■ **TASK BRIEF**
From the first line to the last, give the records again exactly.

(Stored data)
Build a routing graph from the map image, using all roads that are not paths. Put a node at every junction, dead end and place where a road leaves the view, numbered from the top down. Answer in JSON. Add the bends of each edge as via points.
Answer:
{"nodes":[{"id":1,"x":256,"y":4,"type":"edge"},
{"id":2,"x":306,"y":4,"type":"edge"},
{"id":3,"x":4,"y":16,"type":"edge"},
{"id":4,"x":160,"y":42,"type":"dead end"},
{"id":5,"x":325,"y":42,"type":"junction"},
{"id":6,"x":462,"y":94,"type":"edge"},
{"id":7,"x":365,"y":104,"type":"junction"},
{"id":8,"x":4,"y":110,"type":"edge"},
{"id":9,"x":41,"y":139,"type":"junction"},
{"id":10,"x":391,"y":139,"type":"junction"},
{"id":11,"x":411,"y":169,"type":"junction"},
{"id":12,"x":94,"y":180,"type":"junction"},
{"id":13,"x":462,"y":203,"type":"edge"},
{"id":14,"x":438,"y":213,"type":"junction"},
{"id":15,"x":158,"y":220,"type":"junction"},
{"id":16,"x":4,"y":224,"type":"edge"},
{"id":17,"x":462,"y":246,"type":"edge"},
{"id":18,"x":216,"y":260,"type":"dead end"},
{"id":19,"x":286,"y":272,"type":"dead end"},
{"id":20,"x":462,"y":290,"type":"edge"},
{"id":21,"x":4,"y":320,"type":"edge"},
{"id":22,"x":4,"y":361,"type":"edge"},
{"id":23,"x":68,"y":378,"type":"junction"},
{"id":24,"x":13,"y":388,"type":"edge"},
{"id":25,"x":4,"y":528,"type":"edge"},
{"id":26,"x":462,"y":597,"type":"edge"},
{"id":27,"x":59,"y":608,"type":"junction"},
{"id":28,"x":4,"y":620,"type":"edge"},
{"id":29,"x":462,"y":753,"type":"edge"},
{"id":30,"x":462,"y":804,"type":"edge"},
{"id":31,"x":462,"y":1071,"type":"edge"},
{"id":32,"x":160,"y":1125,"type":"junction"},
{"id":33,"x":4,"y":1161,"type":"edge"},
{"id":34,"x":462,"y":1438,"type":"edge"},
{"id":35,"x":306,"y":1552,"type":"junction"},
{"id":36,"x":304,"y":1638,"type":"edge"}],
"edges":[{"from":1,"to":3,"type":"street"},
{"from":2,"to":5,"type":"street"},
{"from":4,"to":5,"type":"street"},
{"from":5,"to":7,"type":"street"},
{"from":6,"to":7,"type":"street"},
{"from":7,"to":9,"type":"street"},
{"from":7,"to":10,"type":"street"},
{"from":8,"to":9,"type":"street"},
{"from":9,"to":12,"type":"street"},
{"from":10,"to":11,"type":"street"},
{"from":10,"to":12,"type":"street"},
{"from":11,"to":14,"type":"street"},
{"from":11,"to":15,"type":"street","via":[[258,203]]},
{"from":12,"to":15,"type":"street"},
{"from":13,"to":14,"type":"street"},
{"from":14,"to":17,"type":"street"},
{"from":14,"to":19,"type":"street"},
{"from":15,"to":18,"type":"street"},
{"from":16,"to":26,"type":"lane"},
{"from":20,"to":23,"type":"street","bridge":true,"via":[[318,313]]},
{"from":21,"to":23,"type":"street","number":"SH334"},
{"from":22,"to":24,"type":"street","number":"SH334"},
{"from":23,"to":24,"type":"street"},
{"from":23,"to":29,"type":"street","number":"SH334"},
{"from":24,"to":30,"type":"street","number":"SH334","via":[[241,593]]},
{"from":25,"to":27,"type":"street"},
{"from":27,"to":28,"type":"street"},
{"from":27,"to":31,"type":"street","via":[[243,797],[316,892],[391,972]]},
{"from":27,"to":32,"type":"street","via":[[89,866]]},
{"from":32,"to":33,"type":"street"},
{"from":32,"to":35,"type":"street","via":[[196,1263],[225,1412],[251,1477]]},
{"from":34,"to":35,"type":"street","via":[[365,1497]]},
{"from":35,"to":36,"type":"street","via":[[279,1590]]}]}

■ **SOLUTION FOR THIS EXERCISE**
Build a routing graph from the map image, using all roads that are not paths. Put a node at every junction, dead end and place where a road leaves the view, numbered from the top down. Answer in JSON. Add the bends of each edge as via points.
Answer:
{"nodes":[{"id":1,"x":256,"y":4,"type":"edge"},
{"id":2,"x":306,"y":4,"type":"edge"},
{"id":3,"x":4,"y":16,"type":"edge"},
{"id":4,"x":160,"y":42,"type":"dead end"},
{"id":5,"x":325,"y":42,"type":"junction"},
{"id":6,"x":462,"y":94,"type":"edge"},
{"id":7,"x":365,"y":104,"type":"junction"},
{"id":8,"x":4,"y":110,"type":"edge"},
{"id":9,"x":41,"y":139,"type":"junction"},
{"id":10,"x":391,"y":139,"type":"junction"},
{"id":11,"x":411,"y":169,"type":"junction"},
{"id":12,"x":94,"y":180,"type":"junction"},
{"id":13,"x":462,"y":203,"type":"edge"},
{"id":14,"x":438,"y":213,"type":"junction"},
{"id":15,"x":158,"y":220,"type":"junction"},
{"id":16,"x":4,"y":224,"type":"edge"},
{"id":17,"x":462,"y":246,"type":"edge"},
{"id":18,"x":216,"y":260,"type":"dead end"},
{"id":19,"x":286,"y":272,"type":"dead end"},
{"id":20,"x":462,"y":290,"type":"edge"},
{"id":21,"x":4,"y":320,"type":"edge"},
{"id":22,"x":4,"y":361,"type":"edge"},
{"id":23,"x":68,"y":378,"type":"junction"},
{"id":24,"x":13,"y":388,"type":"edge"},
{"id":25,"x":4,"y":528,"type":"edge"},
{"id":26,"x":462,"y":597,"type":"edge"},
{"id":27,"x":59,"y":608,"type":"junction"},
{"id":28,"x":4,"y":620,"type":"edge"},
{"id":29,"x":462,"y":753,"type":"edge"},
{"id":30,"x":462,"y":804,"type":"edge"},
{"id":31,"x":462,"y":1071,"type":"edge"},
{"id":32,"x":160,"y":1125,"type":"junction"},
{"id":33,"x":4,"y":1161,"type":"edge"},
{"id":34,"x":462,"y":1438,"type":"edge"},
{"id":35,"x":306,"y":1552,"type":"junction"},
{"id":36,"x":304,"y":1638,"type":"edge"}],
"edges":[{"from":1,"to":3,"type":"street"},
{"from":2,"to":5,"type":"street"},
{"from":4,"to":5,"type":"street"},
{"from":5,"to":7,"type":"street"},
{"from":6,"to":7,"type":"street"},
{"from":7,"to":9,"type":"street"},
{"from":7,"to":10,"type":"street"},
{"from":8,"to":9,"type":"street"},
{"from":9,"to":12,"type":"street"},
{"from":10,"to":11,"type":"street"},
{"from":10,"to":12,"type":"street"},
{"from":11,"to":14,"type":"street"},
{"from":11,"to":15,"type":"street","via":[[258,203]]},
{"from":12,"to":15,"type":"street"},
{"from":13,"to":14,"type":"street"},
{"from":14,"to":17,"type":"street"},
{"from":14,"to":19,"type":"street"},
{"from":15,"to":18,"type":"street"},
{"from":16,"to":26,"type":"lane"},
{"from":20,"to":23,"type":"street","bridge":true,"via":[[318,313]]},
{"from":21,"to":23,"type":"street","number":"SH334"},
{"from":22,"to":24,"type":"street","number":"SH334"},
{"from":23,"to":24,"type":"street"},
{"from":23,"to":29,"type":"street","number":"SH334"},
{"from":24,"to":30,"type":"street","number":"SH334","via":[[241,593]]},
{"from":25,"to":27,"type":"street"},
{"from":27,"to":28,"type":"street"},
{"from":27,"to":31,"type":"street","via":[[243,797],[316,892],[391,972]]},
{"from":27,"to":32,"type":"street","via":[[89,866]]},
{"from":32,"to":33,"type":"street"},
{"from":32,"to":35,"type":"street","via":[[196,1263],[225,1412],[251,1477]]},
{"from":34,"to":35,"type":"street","via":[[365,1497]]},
{"from":35,"to":36,"type":"street","via":[[279,1590]]}]}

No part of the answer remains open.